I want to iterate over a data source and produce more then one entry in the resulting iterator for each input value.

This is a heavily reduced example of my problem:

led_values.extend(iter.flat_map(
    |x: u64| [x as u16, x as u16, x as u16].into_iter()
));

That gives me:

error[E0597]: borrowed value does not live long enough
   --> src/main.rs:156:75
  |
2 | |x: u64| [x as u16, x as u16, x as u16].into_iter()
  |          ------------------------------           ^ temporary value dropped here while still borrowed
  |          |
  |          temporary value created here
3 | ));
  |  - temporary value needs to live until here

After hours of investigations I think I’ve now understood why this happens: into_iter is only implemented for &[T; N] and not [T; N] - which was completely unexpected to me!

Why is into_iter not implemented for [T; N]?
How can I solve the actual problem of mapping a single value to multiple result values?

Thanks for any hints!


#2

Check out the discussion of this limitation in RFC 2185. For now you need to pick some other iterator type to return in flat_map. For example Vec’s iterator would work.

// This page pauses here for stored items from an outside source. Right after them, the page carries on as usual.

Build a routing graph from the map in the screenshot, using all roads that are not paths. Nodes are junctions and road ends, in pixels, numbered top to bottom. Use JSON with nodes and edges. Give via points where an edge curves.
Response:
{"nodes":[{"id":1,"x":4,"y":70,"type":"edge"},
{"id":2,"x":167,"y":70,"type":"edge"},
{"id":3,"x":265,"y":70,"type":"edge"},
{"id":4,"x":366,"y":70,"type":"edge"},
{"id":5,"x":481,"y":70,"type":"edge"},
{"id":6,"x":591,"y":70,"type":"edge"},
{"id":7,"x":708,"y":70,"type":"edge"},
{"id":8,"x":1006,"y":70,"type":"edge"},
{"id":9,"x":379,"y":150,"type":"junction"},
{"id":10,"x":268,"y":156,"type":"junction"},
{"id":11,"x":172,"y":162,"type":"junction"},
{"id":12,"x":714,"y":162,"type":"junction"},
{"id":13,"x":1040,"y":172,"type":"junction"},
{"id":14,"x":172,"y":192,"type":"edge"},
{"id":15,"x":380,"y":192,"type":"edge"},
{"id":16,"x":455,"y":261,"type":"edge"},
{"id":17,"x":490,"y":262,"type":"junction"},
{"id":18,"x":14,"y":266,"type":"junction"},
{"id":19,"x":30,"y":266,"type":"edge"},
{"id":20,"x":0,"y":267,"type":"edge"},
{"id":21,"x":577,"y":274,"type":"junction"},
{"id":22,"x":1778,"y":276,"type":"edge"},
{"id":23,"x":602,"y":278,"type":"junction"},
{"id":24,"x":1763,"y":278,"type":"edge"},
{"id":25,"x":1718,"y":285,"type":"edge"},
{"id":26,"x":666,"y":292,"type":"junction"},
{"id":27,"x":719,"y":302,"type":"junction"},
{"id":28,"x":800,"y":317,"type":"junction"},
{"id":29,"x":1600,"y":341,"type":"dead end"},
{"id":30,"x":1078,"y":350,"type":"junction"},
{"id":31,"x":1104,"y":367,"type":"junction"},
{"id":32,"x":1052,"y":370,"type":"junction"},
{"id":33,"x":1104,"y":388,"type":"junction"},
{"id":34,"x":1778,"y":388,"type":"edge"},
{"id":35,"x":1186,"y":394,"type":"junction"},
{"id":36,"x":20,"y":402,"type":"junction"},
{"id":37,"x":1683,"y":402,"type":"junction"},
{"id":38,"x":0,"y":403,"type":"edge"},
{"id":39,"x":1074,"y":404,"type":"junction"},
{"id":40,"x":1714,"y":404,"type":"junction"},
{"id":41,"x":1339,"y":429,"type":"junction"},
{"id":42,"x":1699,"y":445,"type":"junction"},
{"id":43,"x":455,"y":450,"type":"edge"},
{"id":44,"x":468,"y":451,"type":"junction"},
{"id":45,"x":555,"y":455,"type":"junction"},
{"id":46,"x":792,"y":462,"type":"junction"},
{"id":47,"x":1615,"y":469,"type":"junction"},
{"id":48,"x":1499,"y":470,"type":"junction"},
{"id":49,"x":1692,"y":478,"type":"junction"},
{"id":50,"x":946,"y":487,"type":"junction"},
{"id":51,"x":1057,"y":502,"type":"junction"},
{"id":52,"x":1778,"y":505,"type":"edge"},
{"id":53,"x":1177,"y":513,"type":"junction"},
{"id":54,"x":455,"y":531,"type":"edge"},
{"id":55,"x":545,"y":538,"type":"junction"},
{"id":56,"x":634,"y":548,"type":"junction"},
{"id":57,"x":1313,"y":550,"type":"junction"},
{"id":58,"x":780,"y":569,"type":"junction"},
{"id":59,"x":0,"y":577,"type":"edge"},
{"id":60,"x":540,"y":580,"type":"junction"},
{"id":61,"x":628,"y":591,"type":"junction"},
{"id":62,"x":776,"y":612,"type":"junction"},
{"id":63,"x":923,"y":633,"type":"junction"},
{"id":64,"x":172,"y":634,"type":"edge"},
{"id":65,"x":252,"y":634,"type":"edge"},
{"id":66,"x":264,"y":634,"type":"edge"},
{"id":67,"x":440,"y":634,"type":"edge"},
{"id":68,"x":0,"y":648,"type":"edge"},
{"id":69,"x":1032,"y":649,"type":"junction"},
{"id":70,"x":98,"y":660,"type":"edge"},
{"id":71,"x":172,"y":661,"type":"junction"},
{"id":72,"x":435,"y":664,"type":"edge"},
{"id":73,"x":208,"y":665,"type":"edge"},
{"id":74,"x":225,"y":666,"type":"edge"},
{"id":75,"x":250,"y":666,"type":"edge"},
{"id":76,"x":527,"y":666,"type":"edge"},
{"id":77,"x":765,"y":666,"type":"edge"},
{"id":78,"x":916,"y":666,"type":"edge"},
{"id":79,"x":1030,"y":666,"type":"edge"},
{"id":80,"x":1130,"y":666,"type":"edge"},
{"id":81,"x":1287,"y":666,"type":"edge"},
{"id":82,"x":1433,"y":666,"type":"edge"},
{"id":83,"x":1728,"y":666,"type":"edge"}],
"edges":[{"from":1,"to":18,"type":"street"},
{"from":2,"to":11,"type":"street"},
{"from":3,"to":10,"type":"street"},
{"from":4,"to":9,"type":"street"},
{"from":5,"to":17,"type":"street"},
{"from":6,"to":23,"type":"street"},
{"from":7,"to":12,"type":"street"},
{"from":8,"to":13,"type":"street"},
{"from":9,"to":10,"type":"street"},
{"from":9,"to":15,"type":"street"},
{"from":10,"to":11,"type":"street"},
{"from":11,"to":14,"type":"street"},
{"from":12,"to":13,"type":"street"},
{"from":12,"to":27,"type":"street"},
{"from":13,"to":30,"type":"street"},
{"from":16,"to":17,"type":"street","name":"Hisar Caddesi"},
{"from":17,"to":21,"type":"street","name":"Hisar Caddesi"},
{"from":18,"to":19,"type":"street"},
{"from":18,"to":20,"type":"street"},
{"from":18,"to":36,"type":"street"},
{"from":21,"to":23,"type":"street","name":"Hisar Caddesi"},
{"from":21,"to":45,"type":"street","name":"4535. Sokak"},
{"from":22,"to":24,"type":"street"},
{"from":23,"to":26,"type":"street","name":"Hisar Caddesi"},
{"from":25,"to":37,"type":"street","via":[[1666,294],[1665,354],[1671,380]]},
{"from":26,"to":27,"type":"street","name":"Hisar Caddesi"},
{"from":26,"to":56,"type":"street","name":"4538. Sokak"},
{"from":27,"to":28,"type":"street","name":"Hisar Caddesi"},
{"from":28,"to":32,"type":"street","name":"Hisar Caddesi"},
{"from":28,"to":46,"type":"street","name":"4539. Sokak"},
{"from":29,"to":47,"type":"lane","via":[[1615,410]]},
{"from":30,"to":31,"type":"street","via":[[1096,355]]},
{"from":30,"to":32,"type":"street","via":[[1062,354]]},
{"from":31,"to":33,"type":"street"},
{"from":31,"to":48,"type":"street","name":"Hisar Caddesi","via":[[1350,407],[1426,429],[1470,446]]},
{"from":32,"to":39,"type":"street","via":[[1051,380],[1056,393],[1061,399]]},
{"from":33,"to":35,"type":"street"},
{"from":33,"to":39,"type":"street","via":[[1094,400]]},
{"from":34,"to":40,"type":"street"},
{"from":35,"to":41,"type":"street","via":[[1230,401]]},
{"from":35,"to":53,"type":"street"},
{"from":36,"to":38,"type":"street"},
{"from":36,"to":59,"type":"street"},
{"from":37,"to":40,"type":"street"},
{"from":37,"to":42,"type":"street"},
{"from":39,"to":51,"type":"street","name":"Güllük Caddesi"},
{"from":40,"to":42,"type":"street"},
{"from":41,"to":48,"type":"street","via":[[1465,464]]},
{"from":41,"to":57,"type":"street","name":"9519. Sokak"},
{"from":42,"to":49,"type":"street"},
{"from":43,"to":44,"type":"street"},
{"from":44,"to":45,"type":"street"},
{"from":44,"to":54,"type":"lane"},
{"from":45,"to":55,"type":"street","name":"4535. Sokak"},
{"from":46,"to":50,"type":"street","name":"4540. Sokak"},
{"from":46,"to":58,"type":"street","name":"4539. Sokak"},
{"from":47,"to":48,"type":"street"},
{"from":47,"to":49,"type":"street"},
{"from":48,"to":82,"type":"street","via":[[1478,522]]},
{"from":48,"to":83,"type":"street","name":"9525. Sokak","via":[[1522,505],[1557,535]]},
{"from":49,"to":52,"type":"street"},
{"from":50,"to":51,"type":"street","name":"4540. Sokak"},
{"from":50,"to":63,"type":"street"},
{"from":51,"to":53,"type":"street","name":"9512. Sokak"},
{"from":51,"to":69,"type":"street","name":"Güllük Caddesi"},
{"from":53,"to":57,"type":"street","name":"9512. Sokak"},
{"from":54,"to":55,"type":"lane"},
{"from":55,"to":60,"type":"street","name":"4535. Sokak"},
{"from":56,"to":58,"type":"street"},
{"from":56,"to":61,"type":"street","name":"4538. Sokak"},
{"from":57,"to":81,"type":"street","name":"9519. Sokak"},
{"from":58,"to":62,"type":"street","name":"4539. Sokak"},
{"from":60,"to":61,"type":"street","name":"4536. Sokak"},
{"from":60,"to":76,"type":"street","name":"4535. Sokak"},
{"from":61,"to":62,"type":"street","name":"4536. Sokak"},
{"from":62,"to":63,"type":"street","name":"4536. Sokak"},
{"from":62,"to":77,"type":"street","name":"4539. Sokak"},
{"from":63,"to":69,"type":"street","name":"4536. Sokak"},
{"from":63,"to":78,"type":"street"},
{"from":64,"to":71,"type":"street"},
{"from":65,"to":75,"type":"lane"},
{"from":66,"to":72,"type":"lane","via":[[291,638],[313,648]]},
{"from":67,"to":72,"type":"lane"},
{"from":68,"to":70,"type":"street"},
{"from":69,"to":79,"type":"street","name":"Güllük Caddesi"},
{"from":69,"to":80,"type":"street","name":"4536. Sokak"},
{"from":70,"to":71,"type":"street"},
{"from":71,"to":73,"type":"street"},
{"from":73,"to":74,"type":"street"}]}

led_values.extend(iter.flat_map(
    |x: u64| vec![x as u16, x as u16, x as u16]
));

#3

Thanks for pointing out the discussion.

The workaround involves frequent heap allocations, which I cannot afford in my case. Or will they be optimized out by the compiler?


#4

The zero allocation way would be to come up with your own iterator type. Playground

Or pick any standard library iterator that does not allocate. Playground


#5

I’d recommend using ArrayVec from the arrayvec crate.

led_values.extend(iter.flat_map(
    |x: u64| ArrayVec::from([x as u16, x as u16, x as u16])
));

should work?

It’s like Vec, but stack based. It doesn’t support all sizes, but it should support everything up to length 32, and it has a consuming IntoIterator just as Vec does.

ArrayVec<[u16; 3]> does have overhead compared to [u16; 3], but that overhead is a single usize representing the number of elements stored.


#6

That seems to be the best solution until const generics have landed (which seems to block RFC 2185).